When the voyage was ended Mr. Lummox went to see Mary Bike at her house, and his father—whom he had not seen for ten years—at HIS house. With a refined absence of natural affection he contented himself with inquiring of the servants as to his father's habits, and if he still wore dress clothes at dinner. The information thus elicited forced him to the conclusion that the old gentleman's circumstances were reduced, and that it was possible that he, John Lummox, might be actually compelled to earn his own living. He communicated that suspicion to his father at dinner, and over the last bottle of "Mouton," a circumstance which also had determined him in his resolution. "You might," said his father thoughtfully, "offer yourself to some rising American novelist as a study for the new hero,—one absolutely without ambition, capacity, or energy; willing, however, to be whatever the novelist chooses to make him, so long as he hasn't to choose for himself. If your inordinate self-consciousness is still in your way, I could give him a few points about you, myself."

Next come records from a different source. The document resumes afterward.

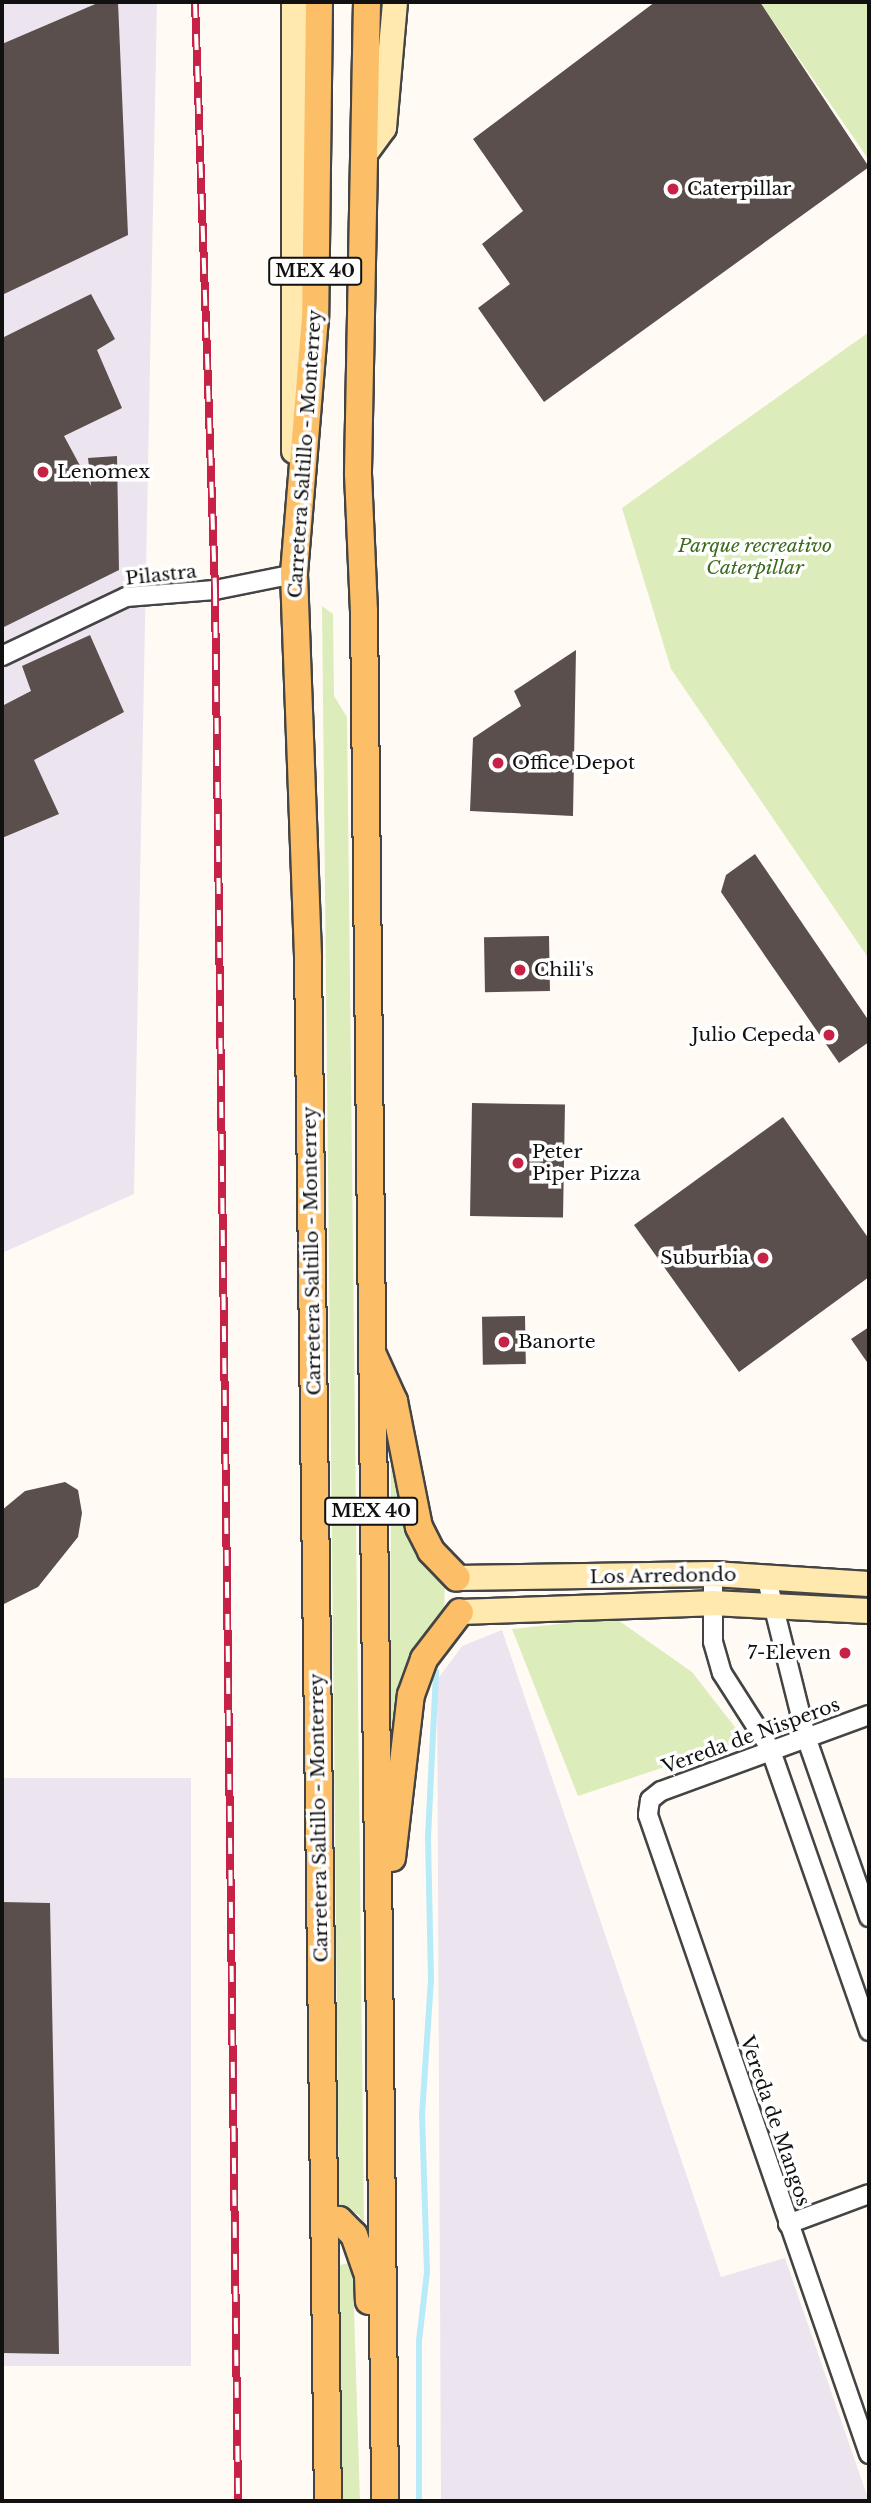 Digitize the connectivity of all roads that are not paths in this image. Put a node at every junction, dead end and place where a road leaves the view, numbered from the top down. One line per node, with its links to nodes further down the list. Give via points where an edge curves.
1 (294, 2): 6 (street, MEX 40, via 294,461)
2 (319, 2): 6 (main road, Carretera Saltillo - Monterrey / MEX 40, via 315,318)
3 (367, 2): 5 (main road, MEX 40)
4 (396, 2): 5 (street, via 384,128)
5 (365, 154): 9 (main road, MEX 40, via 358,474 364,611)
6 (301, 514): 7 (main road, Carretera Saltillo - Monterrey / MEX 40)
7 (294, 574): 8 (street, Pilastra, via 215,590 126,597); 26 (main road, Carretera Saltillo - Monterrey / MEX 40, via 309,958)
8 (2, 656)
9 (370, 1351): 12 (main road, via 394,1401 419,1527 431,1551); 22 (main road, MEX 40)
10 (713, 1574): 11 (street, Los Arredondo); 12 (street, Los Arredondo); 14 (street)
11 (766, 1576): 13 (street, Los Arredondo); 15 (street)
12 (457, 1578)
13 (869, 1584)
14 (712, 1604): 15 (street, Los Arredondo); 17 (street, Los Arredondo); 20 (street, via 722,1673)
15 (771, 1605): 16 (street, Los Arredondo); 19 (street)
16 (869, 1611)
17 (460, 1612): 22 (main road, via 424,1659 411,1695 394,1846)
18 (869, 1715): 19 (street, Vereda de Nisperos)
19 (806, 1737): 20 (street, Vereda de Nisperos); 23 (street)
20 (770, 1748): 21 (street, Vereda de Nisperos); 24 (street)
21 (650, 1800): 27 (street, Vereda de Mangos, via 649,1815)
22 (382, 1890): 31 (main road, MEX 40)
23 (869, 1917)
24 (869, 2031)
25 (869, 2194): 27 (street)
26 (326, 2219): 29 (main road, Carretera Saltillo - Monterrey / MEX 40); 30 (main road, via 339,2220 354,2235 368,2275 372,2459)
27 (788, 2224): 28 (street, Vereda de Mangos)
28 (869, 2454)
29 (328, 2501)
30 (378, 2501)
31 (386, 2501) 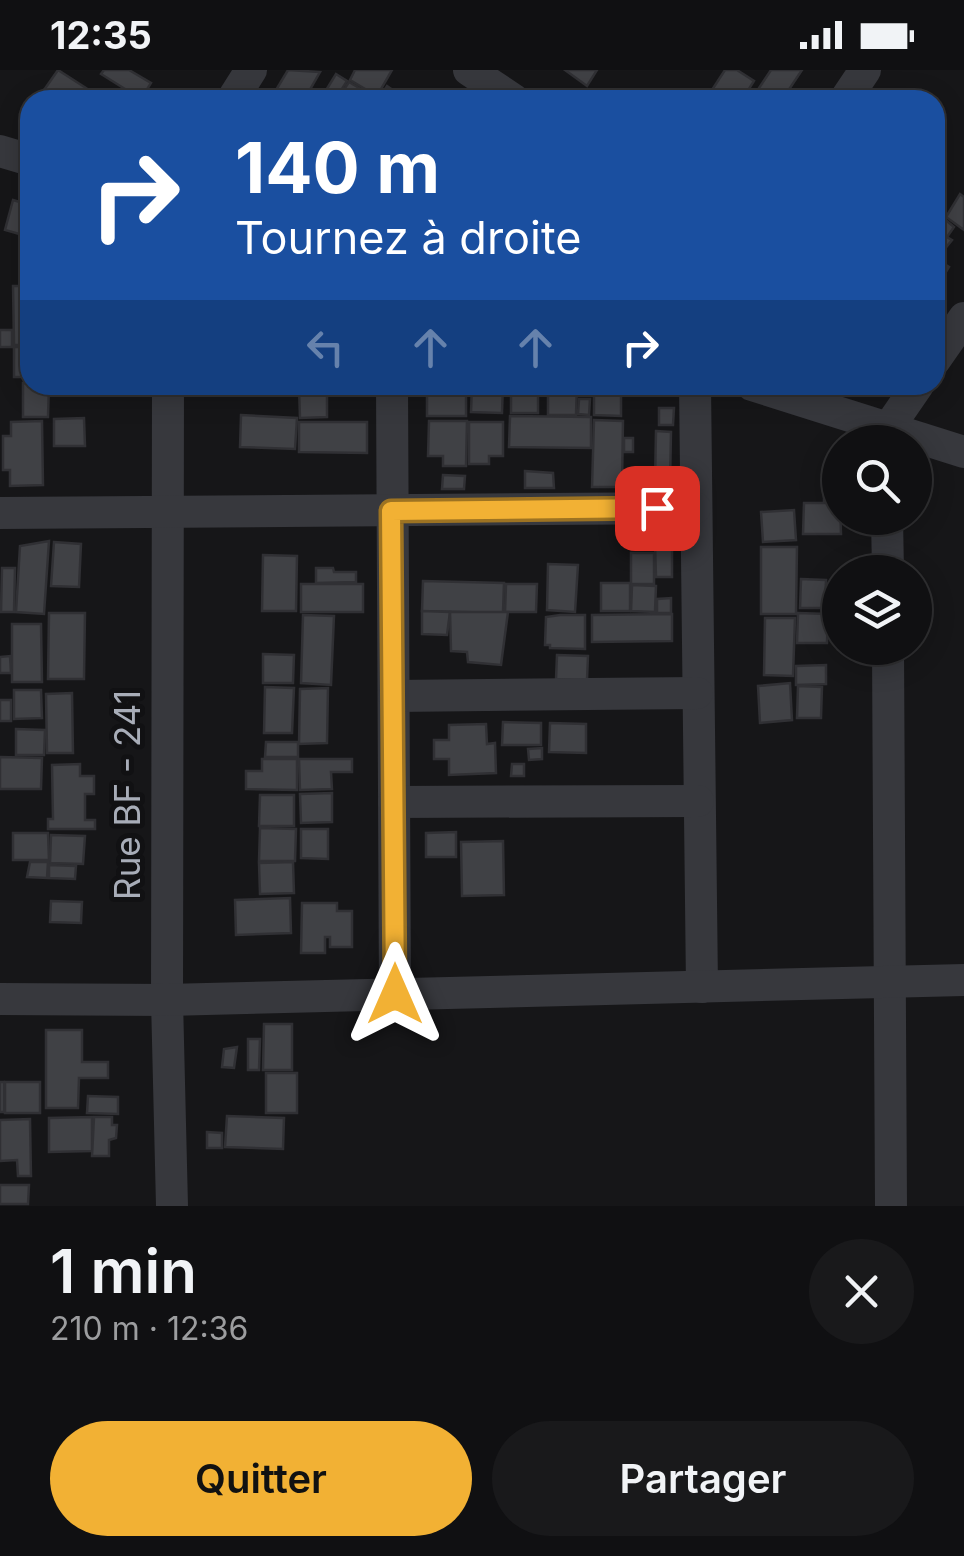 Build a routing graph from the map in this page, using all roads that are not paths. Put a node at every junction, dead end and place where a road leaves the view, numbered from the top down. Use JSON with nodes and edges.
{"nodes":[{"id":1,"x":469,"y":70,"type":"edge"},
{"id":2,"x":499,"y":90,"type":"edge"},
{"id":3,"x":964,"y":318,"type":"edge"},
{"id":4,"x":945,"y":346,"type":"edge"},
{"id":5,"x":168,"y":395,"type":"edge"},
{"id":6,"x":392,"y":395,"type":"edge"},
{"id":7,"x":695,"y":395,"type":"edge"},
{"id":8,"x":778,"y":395,"type":"edge"},
{"id":9,"x":912,"y":395,"type":"edge"},
{"id":10,"x":858,"y":425,"type":"edge"},
{"id":11,"x":894,"y":425,"type":"edge"},
{"id":12,"x":932,"y":445,"type":"edge"},
{"id":13,"x":964,"y":452,"type":"edge"},
{"id":14,"x":695,"y":508,"type":"junction"},
{"id":15,"x":168,"y":511,"type":"junction"},
{"id":16,"x":391,"y":511,"type":"junction"},
{"id":17,"x":0,"y":514,"type":"edge"},
{"id":18,"x":888,"y":665,"type":"edge"},
{"id":19,"x":697,"y":694,"type":"junction"},
{"id":20,"x":394,"y":696,"type":"junction"},
{"id":21,"x":698,"y":801,"type":"junction"},
{"id":22,"x":394,"y":802,"type":"junction"},
{"id":23,"x":964,"y":980,"type":"edge"},
{"id":24,"x":890,"y":982,"type":"junction"},
{"id":25,"x":702,"y":987,"type":"junction"},
{"id":26,"x":395,"y":994,"type":"junction"},
{"id":27,"x":0,"y":999,"type":"edge"},
{"id":28,"x":168,"y":1000,"type":"junction"},
{"id":29,"x":172,"y":1206,"type":"edge"},
{"id":30,"x":892,"y":1206,"type":"edge"}],
"edges":[{"from":1,"to":2,"type":"street"},
{"from":3,"to":4,"type":"street"},
{"from":5,"to":15,"type":"street","name":"Rue BF - 241"},
{"from":6,"to":16,"type":"street"},
{"from":7,"to":14,"type":"street"},
{"from":8,"to":10,"type":"street"},
{"from":9,"to":11,"type":"street"},
{"from":12,"to":13,"type":"street"},
{"from":14,"to":16,"type":"street"},
{"from":14,"to":19,"type":"street"},
{"from":15,"to":16,"type":"street"},
{"from":15,"to":17,"type":"street"},
{"from":15,"to":28,"type":"street","name":"Rue BF - 241"},
{"from":16,"to":20,"type":"street"},
{"from":18,"to":24,"type":"street"},
{"from":19,"to":20,"type":"street"},
{"from":19,"to":21,"type":"street"},
{"from":20,"to":22,"type":"street"},
{"from":21,"to":22,"type":"street"},
{"from":21,"to":25,"type":"street"},
{"from":22,"to":26,"type":"street"},
{"from":23,"to":24,"type":"street"},
{"from":24,"to":25,"type":"street"},
{"from":24,"to":30,"type":"street"},
{"from":25,"to":26,"type":"street"},
{"from":26,"to":28,"type":"street"},
{"from":27,"to":28,"type":"street"},
{"from":28,"to":29,"type":"street","name":"Rue BF - 241"}]}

"I had thought," said John, hesitatingly, "of going into your office and becoming your partner in the business. You could always look after me, you know."

A shudder passed over the old man. Then he tremblingly muttered to himself:

"Thank heaven! There is one way it may still be averted!" Retiring to his room he calmly committed suicide, thoughtfully leaving the empty poison bottle in the fender.

And this is how John Lummox came to offer himself as a clerk to Dan'l Borem. The ways of Providence are indeed strange, yet those of the novelist are only occasionally novel.


John K. Lummox lived for a week at the Turkey Buzzard Hotel exclusively on doughnuts and innuendoes. He was informed by Mr. Borem's clerk—whose place he was to fill—that he wouldn't be able to stand it, and thus received the character of his employer from his last employee.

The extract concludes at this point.